§ **WHAT THE EXERCISE ASKS**
Would you please set down the data again exactly as given, excluding the pictures?

§ **ENTRIES SHOWN**
· · · · ·

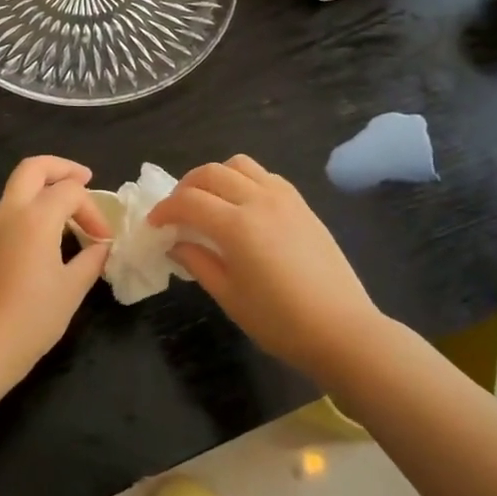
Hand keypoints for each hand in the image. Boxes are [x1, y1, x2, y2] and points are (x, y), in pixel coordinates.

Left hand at [0, 156, 111, 390]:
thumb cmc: (32, 318)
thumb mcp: (72, 288)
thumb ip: (91, 259)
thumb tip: (102, 246)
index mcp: (35, 218)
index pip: (71, 192)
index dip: (93, 210)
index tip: (104, 240)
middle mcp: (10, 212)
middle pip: (34, 168)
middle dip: (62, 168)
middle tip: (86, 180)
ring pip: (19, 186)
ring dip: (46, 188)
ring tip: (72, 211)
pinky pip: (12, 208)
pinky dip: (34, 206)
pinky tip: (51, 233)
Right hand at [150, 155, 384, 379]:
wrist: (342, 330)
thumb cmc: (280, 322)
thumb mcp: (229, 296)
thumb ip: (198, 262)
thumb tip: (175, 242)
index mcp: (237, 225)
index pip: (188, 202)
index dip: (165, 210)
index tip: (154, 225)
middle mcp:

· · · · ·

§ **YOUR RESPONSE**
Hand keypoints for each hand in the image. Boxes are [x1, y1, x2, y2] and points are (x, y), in pixel coordinates.

Left hand at [0, 156, 111, 390]:
thumb cmc: (32, 318)
thumb mcp: (72, 288)
thumb ip: (91, 259)
thumb tip: (102, 246)
index mcp: (35, 218)
index pip: (71, 192)
index dip: (93, 210)
index tip: (104, 240)
middle mcp: (10, 212)
middle pip: (34, 168)
middle dip: (62, 168)
middle tip: (86, 180)
ring pip: (19, 186)
ring dip: (46, 188)
ring tip: (72, 211)
pinky pip: (12, 208)
pinky dip: (34, 206)
pinky tip: (51, 233)
Right hand at [150, 155, 384, 379]:
wrist: (342, 330)
thumb cmc: (280, 322)
thumb mcp: (229, 296)
thumb ip: (198, 262)
thumb tip: (175, 242)
index mcp: (237, 225)
index pip: (188, 202)
index dip: (165, 210)
index tip: (154, 225)
middle mcp:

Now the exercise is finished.